The third phase is a physical confrontation between the two performers, this being the highest degree of corporeal awareness, a logical deduction from the previous moments of the performance.
Unlike in the video installation signed by Jana Sterbak, the message conveyed by its reformulation and through the filmed intervention is no longer a purely political one and enters into the sphere of the politics of the body. If in the original version the message was uttered by a man and it consisted in the The Declaration of the Rights of Man and Citizen, now we can see the two performers dizzingly „declaring” fundamental concepts imposed by Michel Foucault, as far as the problematic of surveilled, punished, exposed or trained body is concerned, within the mechanisms of the disciplinary power.

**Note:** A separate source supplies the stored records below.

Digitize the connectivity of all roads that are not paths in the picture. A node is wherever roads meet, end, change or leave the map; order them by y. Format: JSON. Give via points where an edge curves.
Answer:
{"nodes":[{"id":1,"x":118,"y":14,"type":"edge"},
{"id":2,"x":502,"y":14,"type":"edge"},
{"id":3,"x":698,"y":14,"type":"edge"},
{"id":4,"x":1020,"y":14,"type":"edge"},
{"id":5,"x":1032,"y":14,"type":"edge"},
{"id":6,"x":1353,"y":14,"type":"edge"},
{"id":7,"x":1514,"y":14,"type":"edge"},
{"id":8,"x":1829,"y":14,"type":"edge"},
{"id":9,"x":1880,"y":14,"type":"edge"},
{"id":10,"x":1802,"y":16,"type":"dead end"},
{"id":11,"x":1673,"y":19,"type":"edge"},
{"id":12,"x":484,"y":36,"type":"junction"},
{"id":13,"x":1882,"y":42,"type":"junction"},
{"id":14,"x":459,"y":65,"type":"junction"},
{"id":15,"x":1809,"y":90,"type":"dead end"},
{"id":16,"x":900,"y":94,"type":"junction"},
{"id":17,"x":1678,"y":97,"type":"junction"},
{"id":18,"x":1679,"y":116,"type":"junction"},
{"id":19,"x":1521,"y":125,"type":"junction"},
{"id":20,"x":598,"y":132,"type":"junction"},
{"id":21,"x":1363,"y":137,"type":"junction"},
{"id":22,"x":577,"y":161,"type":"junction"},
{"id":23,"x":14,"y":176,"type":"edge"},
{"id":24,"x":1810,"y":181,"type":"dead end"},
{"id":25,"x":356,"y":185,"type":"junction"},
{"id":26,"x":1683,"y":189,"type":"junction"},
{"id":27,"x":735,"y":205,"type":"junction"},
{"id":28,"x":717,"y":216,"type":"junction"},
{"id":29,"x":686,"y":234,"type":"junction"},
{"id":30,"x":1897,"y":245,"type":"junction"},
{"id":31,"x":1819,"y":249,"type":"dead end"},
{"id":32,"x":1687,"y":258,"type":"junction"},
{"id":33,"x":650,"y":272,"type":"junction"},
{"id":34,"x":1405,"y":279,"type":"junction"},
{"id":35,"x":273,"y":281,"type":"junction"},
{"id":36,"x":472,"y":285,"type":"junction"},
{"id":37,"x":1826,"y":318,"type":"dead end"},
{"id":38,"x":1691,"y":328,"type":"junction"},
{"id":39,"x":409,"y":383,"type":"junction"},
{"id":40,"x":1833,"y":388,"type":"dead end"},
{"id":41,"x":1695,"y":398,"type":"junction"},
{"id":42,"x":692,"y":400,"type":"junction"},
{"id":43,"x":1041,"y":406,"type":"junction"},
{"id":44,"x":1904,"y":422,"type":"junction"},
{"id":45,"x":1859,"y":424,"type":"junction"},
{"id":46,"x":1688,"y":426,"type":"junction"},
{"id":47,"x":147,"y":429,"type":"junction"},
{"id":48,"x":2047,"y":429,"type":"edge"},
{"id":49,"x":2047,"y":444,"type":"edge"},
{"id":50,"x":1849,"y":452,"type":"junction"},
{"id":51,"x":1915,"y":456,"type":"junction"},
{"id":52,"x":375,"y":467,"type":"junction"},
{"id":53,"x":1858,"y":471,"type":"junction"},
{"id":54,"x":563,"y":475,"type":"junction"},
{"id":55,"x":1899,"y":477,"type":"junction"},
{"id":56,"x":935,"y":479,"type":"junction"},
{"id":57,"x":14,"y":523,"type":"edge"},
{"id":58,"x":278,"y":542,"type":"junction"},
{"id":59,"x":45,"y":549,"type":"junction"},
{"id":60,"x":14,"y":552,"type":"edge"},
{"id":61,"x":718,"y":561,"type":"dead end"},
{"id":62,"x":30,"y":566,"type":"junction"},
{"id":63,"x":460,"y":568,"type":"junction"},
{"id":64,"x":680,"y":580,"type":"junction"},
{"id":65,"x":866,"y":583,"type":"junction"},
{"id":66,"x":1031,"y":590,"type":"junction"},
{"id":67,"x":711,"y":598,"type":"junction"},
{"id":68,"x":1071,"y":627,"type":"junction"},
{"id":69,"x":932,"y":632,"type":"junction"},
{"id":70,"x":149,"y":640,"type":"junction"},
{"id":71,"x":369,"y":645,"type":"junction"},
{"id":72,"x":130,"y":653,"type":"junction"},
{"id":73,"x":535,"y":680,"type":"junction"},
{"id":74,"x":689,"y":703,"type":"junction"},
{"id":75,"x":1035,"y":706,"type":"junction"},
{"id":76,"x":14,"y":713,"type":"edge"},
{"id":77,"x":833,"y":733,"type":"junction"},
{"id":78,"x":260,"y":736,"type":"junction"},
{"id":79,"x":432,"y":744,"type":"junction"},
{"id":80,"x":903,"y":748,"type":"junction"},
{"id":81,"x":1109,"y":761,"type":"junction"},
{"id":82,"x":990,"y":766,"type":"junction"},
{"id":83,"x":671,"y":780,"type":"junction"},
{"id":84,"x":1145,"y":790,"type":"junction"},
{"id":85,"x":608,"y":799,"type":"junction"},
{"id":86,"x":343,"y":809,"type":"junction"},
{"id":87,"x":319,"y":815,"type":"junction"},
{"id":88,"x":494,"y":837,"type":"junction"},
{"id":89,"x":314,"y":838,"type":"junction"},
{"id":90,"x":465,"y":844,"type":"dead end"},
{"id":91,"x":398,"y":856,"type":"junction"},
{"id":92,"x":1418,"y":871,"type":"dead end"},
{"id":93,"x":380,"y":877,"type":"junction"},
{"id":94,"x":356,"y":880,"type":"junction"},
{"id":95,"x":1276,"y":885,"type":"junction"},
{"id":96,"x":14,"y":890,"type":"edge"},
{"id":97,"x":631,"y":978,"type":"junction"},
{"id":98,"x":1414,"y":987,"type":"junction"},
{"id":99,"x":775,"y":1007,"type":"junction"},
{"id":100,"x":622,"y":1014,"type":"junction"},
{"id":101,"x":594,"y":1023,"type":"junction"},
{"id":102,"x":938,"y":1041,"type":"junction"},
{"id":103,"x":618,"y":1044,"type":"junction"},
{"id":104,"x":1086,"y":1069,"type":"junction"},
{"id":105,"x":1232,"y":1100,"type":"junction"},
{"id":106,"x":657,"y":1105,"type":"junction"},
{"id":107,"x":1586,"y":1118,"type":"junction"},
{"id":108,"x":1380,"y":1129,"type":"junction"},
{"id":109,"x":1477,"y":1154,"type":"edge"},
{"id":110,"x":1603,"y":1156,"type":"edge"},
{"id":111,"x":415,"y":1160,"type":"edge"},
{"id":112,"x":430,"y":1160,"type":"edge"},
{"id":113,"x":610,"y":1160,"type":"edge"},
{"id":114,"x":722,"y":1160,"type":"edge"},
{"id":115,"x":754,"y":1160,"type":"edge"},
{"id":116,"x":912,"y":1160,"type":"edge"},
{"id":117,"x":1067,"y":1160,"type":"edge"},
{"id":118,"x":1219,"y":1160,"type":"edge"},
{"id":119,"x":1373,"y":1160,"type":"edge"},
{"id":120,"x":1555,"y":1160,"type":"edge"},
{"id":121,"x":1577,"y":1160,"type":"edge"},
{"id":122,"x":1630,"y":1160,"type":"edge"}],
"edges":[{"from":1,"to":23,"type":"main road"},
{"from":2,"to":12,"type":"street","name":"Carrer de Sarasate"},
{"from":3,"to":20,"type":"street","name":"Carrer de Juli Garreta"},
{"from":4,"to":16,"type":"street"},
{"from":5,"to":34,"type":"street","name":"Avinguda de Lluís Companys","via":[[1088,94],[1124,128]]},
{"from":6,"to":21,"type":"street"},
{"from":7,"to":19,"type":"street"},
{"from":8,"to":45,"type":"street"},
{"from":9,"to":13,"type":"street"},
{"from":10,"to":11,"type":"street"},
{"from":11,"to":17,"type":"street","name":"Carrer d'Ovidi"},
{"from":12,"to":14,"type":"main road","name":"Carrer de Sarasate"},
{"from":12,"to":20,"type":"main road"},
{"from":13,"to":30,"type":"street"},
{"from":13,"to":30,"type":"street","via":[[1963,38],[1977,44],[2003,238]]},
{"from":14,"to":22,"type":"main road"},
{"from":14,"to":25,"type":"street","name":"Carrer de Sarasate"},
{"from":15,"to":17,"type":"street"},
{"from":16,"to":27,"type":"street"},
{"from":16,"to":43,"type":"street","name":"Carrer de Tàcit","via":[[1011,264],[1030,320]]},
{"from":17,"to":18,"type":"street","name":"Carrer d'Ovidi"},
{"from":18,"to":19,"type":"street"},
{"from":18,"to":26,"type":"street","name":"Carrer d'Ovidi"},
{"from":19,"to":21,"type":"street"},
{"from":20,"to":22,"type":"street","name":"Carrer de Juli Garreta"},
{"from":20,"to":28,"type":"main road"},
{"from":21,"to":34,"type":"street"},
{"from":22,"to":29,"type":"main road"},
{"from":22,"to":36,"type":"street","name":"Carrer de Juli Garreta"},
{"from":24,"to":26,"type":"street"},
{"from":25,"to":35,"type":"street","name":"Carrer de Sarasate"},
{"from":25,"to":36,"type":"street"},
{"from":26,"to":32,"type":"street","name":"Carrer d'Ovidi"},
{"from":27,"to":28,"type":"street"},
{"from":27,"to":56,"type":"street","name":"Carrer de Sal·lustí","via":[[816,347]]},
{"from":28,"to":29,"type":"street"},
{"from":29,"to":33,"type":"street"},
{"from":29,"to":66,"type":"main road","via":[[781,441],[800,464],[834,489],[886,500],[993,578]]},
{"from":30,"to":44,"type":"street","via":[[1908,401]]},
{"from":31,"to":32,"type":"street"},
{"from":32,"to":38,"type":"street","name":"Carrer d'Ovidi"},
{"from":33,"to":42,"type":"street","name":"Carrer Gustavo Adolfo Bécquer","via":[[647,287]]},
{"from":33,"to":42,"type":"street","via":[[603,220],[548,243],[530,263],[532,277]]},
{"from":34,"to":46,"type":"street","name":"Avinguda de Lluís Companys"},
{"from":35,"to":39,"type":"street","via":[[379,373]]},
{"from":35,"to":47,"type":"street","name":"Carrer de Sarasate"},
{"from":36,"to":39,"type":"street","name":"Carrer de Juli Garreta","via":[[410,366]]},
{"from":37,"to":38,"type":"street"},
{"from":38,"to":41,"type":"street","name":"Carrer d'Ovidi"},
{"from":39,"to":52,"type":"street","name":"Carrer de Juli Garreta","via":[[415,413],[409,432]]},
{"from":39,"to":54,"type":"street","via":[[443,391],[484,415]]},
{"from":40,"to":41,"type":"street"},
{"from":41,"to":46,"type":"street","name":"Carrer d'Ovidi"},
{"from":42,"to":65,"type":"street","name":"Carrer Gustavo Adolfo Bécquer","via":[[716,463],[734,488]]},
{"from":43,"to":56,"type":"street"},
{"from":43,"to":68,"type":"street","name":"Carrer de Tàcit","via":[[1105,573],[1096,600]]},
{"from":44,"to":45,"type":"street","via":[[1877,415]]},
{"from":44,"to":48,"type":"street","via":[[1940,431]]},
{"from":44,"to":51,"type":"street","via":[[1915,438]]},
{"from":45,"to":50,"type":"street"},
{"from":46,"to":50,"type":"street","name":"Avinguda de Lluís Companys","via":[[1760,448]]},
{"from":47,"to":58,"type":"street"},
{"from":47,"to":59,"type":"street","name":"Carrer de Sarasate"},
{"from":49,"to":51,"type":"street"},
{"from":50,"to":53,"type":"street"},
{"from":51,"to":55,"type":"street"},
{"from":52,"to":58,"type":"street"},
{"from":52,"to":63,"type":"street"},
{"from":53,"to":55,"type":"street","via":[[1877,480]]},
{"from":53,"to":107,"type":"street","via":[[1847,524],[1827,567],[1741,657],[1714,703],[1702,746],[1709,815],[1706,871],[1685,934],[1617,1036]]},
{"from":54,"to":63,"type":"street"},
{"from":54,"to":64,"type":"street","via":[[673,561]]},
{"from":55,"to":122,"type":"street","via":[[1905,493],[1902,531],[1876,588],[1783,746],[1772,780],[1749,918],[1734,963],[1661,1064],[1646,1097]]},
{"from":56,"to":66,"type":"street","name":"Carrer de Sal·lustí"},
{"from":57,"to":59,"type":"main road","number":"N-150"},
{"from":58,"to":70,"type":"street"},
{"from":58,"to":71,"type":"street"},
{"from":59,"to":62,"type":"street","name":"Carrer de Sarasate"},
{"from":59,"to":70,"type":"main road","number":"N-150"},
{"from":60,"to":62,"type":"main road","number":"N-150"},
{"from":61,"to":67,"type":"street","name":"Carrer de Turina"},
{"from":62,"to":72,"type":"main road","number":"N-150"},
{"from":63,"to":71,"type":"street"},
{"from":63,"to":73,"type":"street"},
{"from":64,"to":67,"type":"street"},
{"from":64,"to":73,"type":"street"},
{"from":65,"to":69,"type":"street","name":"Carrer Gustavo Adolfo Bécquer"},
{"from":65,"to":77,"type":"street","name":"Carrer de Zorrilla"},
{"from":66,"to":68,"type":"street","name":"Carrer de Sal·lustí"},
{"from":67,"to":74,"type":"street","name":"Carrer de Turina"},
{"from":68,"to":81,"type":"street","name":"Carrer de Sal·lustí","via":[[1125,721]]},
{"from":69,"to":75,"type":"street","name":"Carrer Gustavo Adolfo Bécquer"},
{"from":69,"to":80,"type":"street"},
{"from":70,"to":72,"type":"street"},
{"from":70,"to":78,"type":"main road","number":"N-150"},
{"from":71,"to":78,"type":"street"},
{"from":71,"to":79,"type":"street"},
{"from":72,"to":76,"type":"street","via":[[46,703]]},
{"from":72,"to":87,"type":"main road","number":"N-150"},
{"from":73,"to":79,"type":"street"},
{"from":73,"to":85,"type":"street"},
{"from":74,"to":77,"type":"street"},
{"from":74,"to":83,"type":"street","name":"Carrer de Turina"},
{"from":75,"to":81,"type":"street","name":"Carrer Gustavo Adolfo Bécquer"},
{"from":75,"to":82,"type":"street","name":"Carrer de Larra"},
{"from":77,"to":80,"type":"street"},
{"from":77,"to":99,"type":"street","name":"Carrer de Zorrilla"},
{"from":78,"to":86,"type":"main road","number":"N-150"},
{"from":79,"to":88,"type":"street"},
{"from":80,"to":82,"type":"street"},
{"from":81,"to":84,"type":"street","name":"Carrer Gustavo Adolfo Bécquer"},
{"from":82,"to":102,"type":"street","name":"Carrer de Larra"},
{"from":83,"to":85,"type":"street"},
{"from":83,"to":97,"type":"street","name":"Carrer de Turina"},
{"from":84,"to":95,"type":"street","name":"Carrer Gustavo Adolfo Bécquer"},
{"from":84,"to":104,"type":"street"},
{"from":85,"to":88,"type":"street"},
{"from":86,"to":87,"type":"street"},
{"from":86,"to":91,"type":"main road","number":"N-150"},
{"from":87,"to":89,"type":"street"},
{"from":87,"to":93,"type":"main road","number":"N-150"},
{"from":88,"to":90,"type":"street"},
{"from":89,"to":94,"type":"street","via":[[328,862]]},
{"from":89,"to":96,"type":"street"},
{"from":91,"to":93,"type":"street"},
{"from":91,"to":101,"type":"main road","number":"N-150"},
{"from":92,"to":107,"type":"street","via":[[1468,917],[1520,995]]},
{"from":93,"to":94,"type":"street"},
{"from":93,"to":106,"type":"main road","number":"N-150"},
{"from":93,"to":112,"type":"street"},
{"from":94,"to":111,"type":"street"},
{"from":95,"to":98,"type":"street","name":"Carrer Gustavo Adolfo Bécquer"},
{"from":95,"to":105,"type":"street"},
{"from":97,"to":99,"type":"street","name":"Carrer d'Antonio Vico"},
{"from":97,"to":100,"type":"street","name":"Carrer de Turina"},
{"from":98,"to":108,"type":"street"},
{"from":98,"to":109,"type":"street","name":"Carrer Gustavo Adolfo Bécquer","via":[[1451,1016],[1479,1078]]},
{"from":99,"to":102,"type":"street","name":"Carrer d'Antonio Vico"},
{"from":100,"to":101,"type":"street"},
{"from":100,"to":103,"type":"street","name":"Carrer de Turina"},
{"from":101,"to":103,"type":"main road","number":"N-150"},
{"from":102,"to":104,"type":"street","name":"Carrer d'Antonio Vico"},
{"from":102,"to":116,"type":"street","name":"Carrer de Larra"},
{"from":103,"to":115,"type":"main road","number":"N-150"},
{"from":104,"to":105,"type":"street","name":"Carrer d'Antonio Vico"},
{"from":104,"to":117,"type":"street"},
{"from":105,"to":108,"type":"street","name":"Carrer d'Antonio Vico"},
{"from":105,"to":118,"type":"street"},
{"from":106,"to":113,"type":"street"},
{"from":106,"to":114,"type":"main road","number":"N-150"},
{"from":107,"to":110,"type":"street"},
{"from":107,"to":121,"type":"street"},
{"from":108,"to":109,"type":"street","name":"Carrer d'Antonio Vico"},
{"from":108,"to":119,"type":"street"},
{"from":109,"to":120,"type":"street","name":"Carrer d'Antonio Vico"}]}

The contrast between the state of mind of the two presences on the screen, the empty chairs in front of the TV set and the message of the text creates a form of bodily absence that announces the transcendence towards another form of corporeal exposure.
Indeed, in the second part, the moment inspired by Marina Abramovic’s AAA AAA sets the performers (now present onstage) in a dialectics generated by the tension between the body and the vocalization that replaces the language: the result is a game between their connecting struggle and the power exchange between them.
The third moment, the concrete confrontation, the wrestling, is the final piece in this newly designed „museum of hygiene”, where there is one more element that must be taken into account: the surveillance exercised by the watchers.
The image of bodies passing through the stages of the performance, through increasing degrees of corporeal presence, are filtered through the subjective perception of the spectators.
In the end, this is the Museum of Hygiene: an unseen collection of exhibited bodies, as many as the perceptions of the watchers. The degrees of bodily presence are „curated” by the concept of performance itself: it launches within a performative space the questions aiming at what the presence of the body means in contemporary art, but also related to the condition of the audience, placed at meeting point of contemporary dance, visual art and philosophical discourse.